When Jennifer Koh sets her bow to her violin, the performer falls silent and the composer begins to speak.

Through that 1727 Stradivarius violin, four composers spoke again yesterday as the Jefferson Academy of Music presented a recital by Tchaikovsky Competition medalist Koh and pianist Reiko Uchida at the Columbus Museum of Art.

Koh's dual background in English literature and violin performance quickly becomes apparent when she plays. Unlike most instrumentalists, she imbues phrases with musical and seemingly literal meaning.

No matter how complex the phrase, her technique never overwhelms the composer's voice, and she never becomes self-conscious.
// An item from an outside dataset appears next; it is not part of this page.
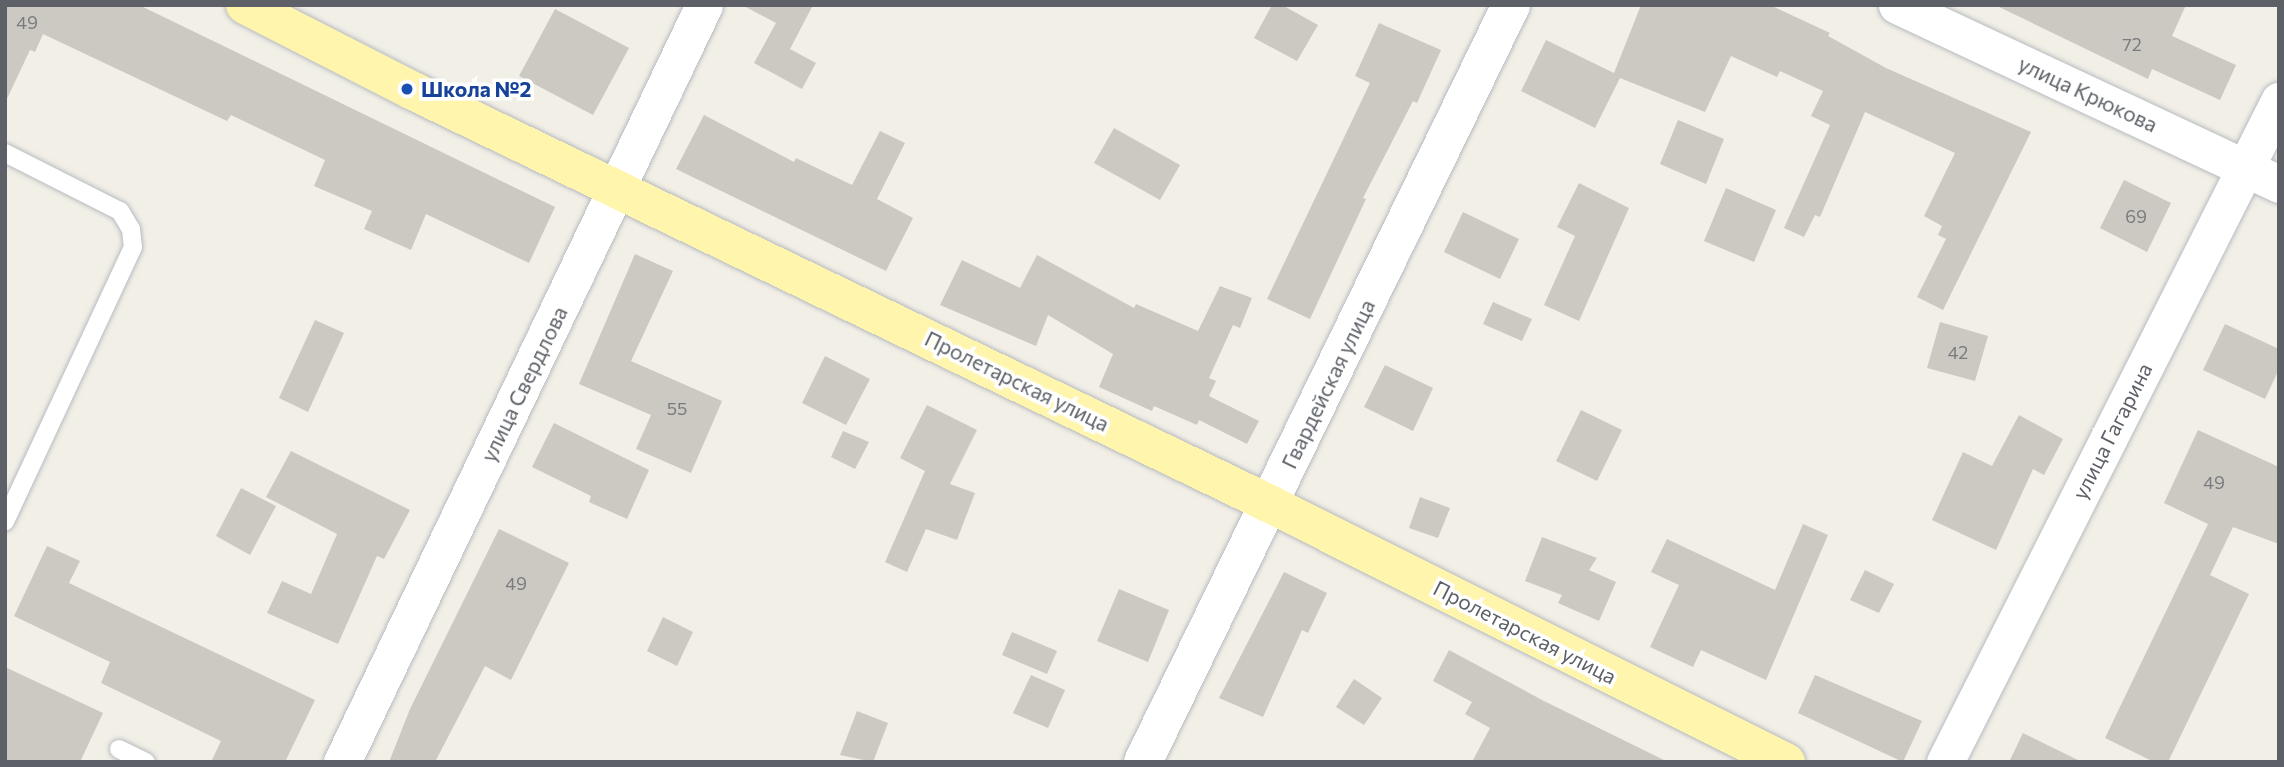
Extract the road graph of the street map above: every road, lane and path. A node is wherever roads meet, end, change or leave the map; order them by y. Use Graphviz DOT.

In Franz Schubert's Sonatina for Violin and Piano in D Major, written during the early Romantic period, Koh gracefully delineated the restrained Classical lines from the occasional passionate flourishes. Her timbre slipped occasionally in the lightest passages, but her technical precision quickly redirected attention to the melody.
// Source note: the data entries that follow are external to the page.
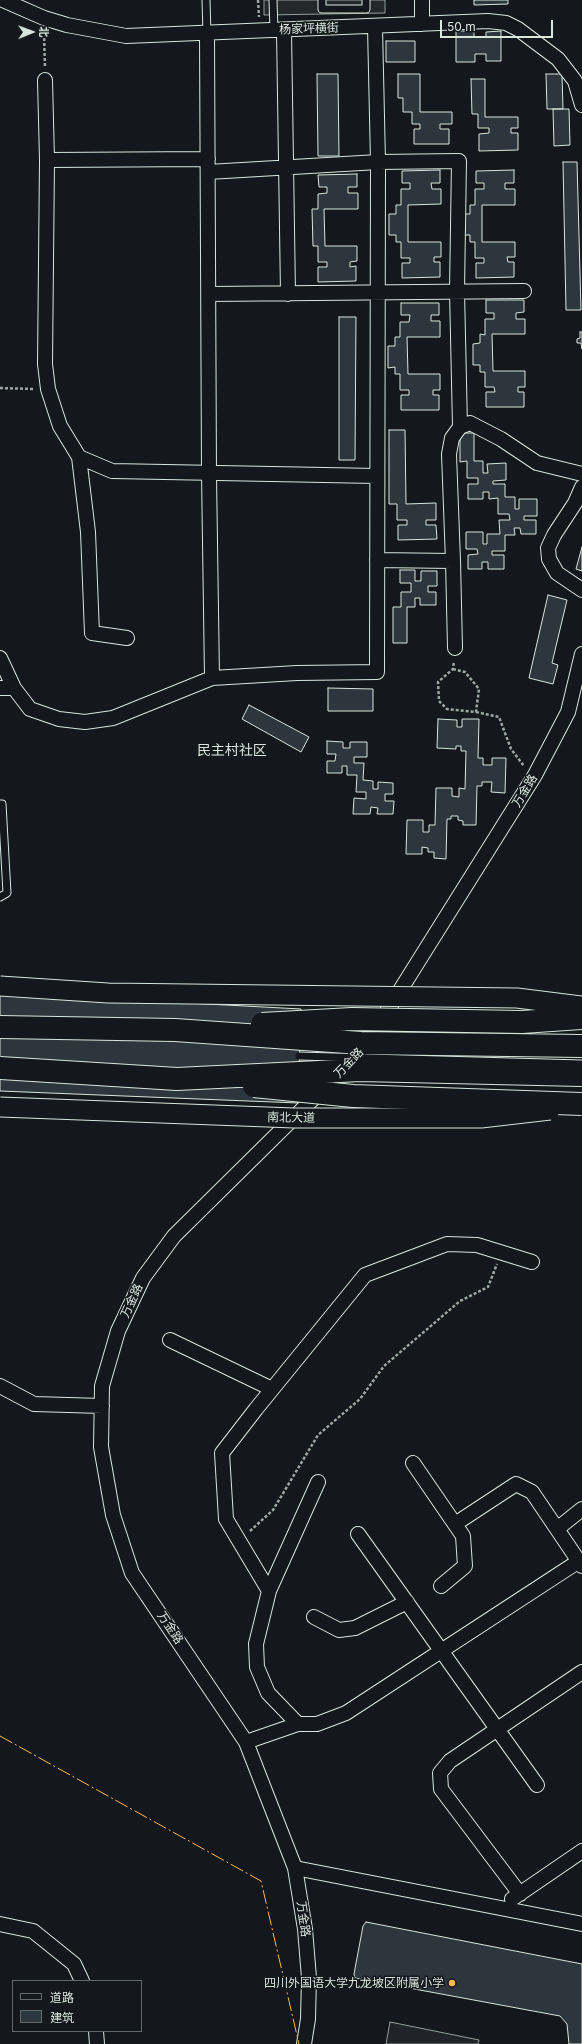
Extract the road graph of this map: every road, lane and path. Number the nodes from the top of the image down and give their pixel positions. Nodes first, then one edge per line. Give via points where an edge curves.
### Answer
1 (3, 0) edge
2 (206, 0) edge
3 (273, 0) edge
4 (322, 0) edge
5 (366, 0) edge
6 (422, 0) edge
7 (44, 18) junction
8 (422, 24) junction
9 (375, 27) junction
10 (279, 30) junction
11 (207, 34) junction
12 (45, 80) joint
13 (582, 104) edge
14 (47, 160) junction
15 (378, 162) junction
16 (208, 166) junction
17 (286, 168) junction
18 (457, 291) junction
19 (524, 291) dead end
20 (377, 292) junction
21 (209, 294) junction
22 (288, 294) junction
23 (0, 388) edge
24 (48, 390) junction
25 (460, 426) junction
26 (79, 457) junction
27 (209, 474) junction
28 (582, 474) edge
29 (377, 476) junction
30 (582, 487) edge
31 (377, 560) junction
32 (453, 561) junction
33 (582, 590) edge
34 (127, 638) dead end
35 (455, 648) dead end
36 (582, 654) edge
37 (0, 658) edge
38 (212, 678) junction
39 (0, 688) edge
40 (14, 688) junction
41 (476, 712) junction
42 (535, 775) junction
43 (0, 804) edge
44 (0, 897) edge
45 (0, 986) edge
46 (582, 1006) edge
47 (582, 1018) edge
48 (0, 1028) edge
49 (175, 1030) junction
50 (582, 1046) edge
51 (362, 1051) junction
52 (582, 1064) edge
53 (0, 1068) edge
54 (582, 1074) edge
55 (177, 1079) junction
56 (582, 1105) edge
57 (0, 1107) edge
58 (501, 1253) junction
59 (532, 1262) dead end
60 (170, 1340) dead end
61 (0, 1386) edge
62 (272, 1389) junction
63 (102, 1406) junction
64 (413, 1462) dead end
65 (318, 1482) dead end
66 (582, 1509) edge
67 (455, 1524) junction
68 (557, 1529) junction
69 (358, 1534) dead end
70 (240, 1541) junction
71 (581, 1564) edge
72 (441, 1586) dead end
73 (269, 1591) junction
74 (407, 1602) junction
75 (314, 1617) dead end
76 (441, 1651) junction
77 (582, 1672) edge
78 (298, 1724) junction
79 (497, 1729) junction
80 (246, 1742) junction
81 (537, 1785) dead end
82 (582, 1851) edge
83 (295, 1868) junction
84 (520, 1894) junction
85 (500, 1907) junction
86 (0, 1924) edge
87 (582, 1924) edge
88 (82, 1980) edge
89 (96, 2032) edge
90 (97, 2044) edge
91 (304, 2044) edge

1 - 7 street, 杨家坪横街
2 - 11 lane
3 - 10 lane
4 - 5 lane via 322,9 366,9
6 - 8 street
7 - 11 street, 杨家坪横街 via 126,36
7 - 12 path
8 - 9 street, 杨家坪横街
8 - 13 street, 杨家坪横街 via 488,21 506,23 518,29 558,59 575,81
9 - 10 street, 杨家坪横街
9 - 15 street
10 - 11 street, 杨家坪横街
10 - 17 street
11 - 16 street
12 - 14 street
14 - 16 street
14 - 24 street via 45,364
15 - 17 street
15 - 18 street via 459,161
15 - 20 street
16 - 17 street
16 - 21 street
17 - 22 street
18 - 19 street
18 - 20 street
18 - 25 street
20 - 22 street
20 - 29 street
21 - 22 street
21 - 27 street
23 - 24 path
24 - 26 street via 60,426
25 - 28 street via 470,423 501,439 537,463
25 - 32 street via 452,438 449,454
26 - 27 street via 112,471
26 - 34 street via 88,532 92,633
27 - 29 street
27 - 38 street
29 - 31 street
30 - 33 street via 548,548 549,559 556,573
31 - 32 street
31 - 38 street via 377,672
32 - 35 street
36 - 42 street, 万金路 via 568,712
37 - 40 street
38 - 40 street via 113,718 85,722 59,719 30,709
39 - 40 street
41 - 41 path via 479,689 465,672 453,669 438,682 439,700 447,709
41 - 42 path via 499,717 510,749 519,762
42 - 51 street, 万金路
43 - 44 lane via 7,893
45 - 46 main road, bridge via 108,993 517,998
47 - 49 highway, bridge via 522,1022 352,1019
48 - 49 highway, bridge
49 - 50 highway, bridge via 361,1043
51 - 52 lane, bridge via 299,1053
51 - 63 street, 万金路 via 174,1236 143,1278 118,1331 102,1386
53 - 55 highway, bridge
54 - 55 highway, bridge via 360,1070
55 - 56 highway, bridge via 353,1096
56 - 57 main road, 南北大道, bridge via 481,1118 294,1118
58 - 59 street
58 - 62 street via 477,1245 448,1244 365,1275
58 - 70 path via 488,1287 460,1301 384,1366 360,1399 318,1435 273,1510
60 - 62 street
61 - 63 street via 34,1404
62 - 70 street via 222,1453 226,1519
63 - 80 street, 万金路 via 101,1447 113,1515 132,1573
64 - 67 street
65 - 73 street
66 - 68 street
67 - 68 street via 516,1484 532,1492
67 - 72 street via 463,1536 465,1566
68 - 71 street
69 - 74 street
70 - 73 street
71 - 76 street
73 - 78 street via 256,1644 257,1668 268,1693
74 - 75 street via 355,1628 338,1630
74 - 76 street
76 - 78 street via 346,1713 317,1724
76 - 79 street
77 - 79 street
78 - 80 street
79 - 81 street
79 - 84 street via 450,1760 440,1772 441,1789
80 - 83 street, 万金路
82 - 84 street
83 - 85 street
83 - 91 street, 万金路 via 305,1929 309,1978 308,2019
84 - 85 street
85 - 87 street
86 - 88 street via 33,1931 74,1964
89 - 90 street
Uchida and Koh excelled at Lou Harrison's colorful Grand Duo, with its striking exuberance, sparkling tone clusters and tender melodies. In their hands, Harrison's "interval control," a compositional device limiting melodic intervals, revealed itself as an organizational force, fostering passion without sloppiness or extravagance.

Charles Ruggles' Mood for Violin and Piano — an early 20th-century avant-garde work — was a brief but intense lesson in the emotive richness of atonality, with delicate gestures building into, and then escaping, rich and commanding lines.
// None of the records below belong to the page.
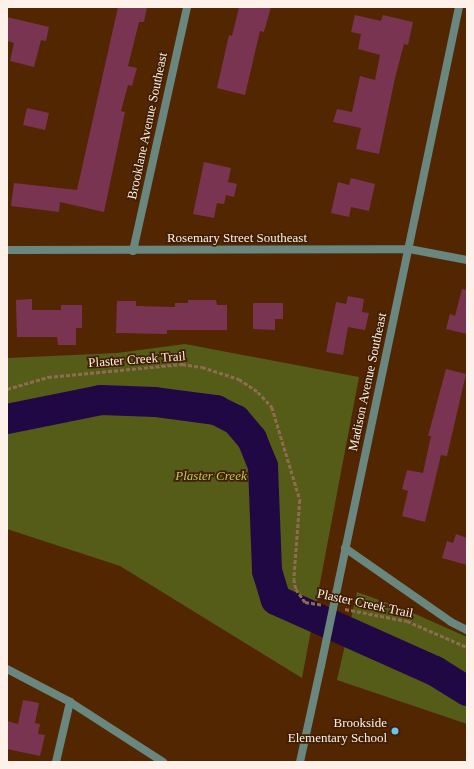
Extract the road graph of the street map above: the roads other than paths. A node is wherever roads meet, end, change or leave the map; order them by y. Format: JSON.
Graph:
{"nodes":[{"id":1,"x":187,"y":7,"type":"edge"},
{"id":2,"x":459,"y":7,"type":"edge"},
{"id":3,"x":409,"y":249,"type":"junction"},
{"id":4,"x":7,"y":250,"type":"edge"},
{"id":5,"x":133,"y":251,"type":"junction"},
{"id":6,"x":467,"y":260,"type":"edge"},
{"id":7,"x":345,"y":548,"type":"junction"},
{"id":8,"x":467,"y":630,"type":"edge"},
{"id":9,"x":7,"y":669,"type":"edge"},
{"id":10,"x":70,"y":702,"type":"junction"},
{"id":11,"x":56,"y":762,"type":"edge"},
{"id":12,"x":164,"y":762,"type":"edge"},
{"id":13,"x":300,"y":762,"type":"edge"}],
"edges":[{"from":1,"to":5,"type":"street","name":"Brooklane Avenue Southeast"},
{"from":2,"to":3,"type":"street","name":"Madison Avenue Southeast"},
{"from":3,"to":5,"type":"street","name":"Rosemary Street Southeast"},
{"from":3,"to":6,"type":"street","name":"Rosemary Street Southeast"},
{"from":3,"to":7,"type":"street","name":"Madison Avenue Southeast"},
{"from":4,"to":5,"type":"street","name":"Rosemary Street Southeast"},
{"from":7,"to":8,"type":"street"},
{"from":7,"to":13,"type":"street","name":"Madison Avenue Southeast","bridge":true},
{"from":9,"to":10,"type":"street"},
{"from":10,"to":11,"type":"street"},
{"from":10,"to":12,"type":"street"}]}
But the strongest moment in the program was the final work, Robert Schumann's Sonata for Violin and Piano in D Minor, written during the composer's battle with mental illness. Koh's double-stop voicing, more duet than harmony, along with the duo's impeccable command of both technique and artistry made Schumann's real and imagined demons come to life.

Koh is skilled as an interpreter of the Romantic style, and, judging from the smiles after the concert, she enjoys having the composers live again through her work.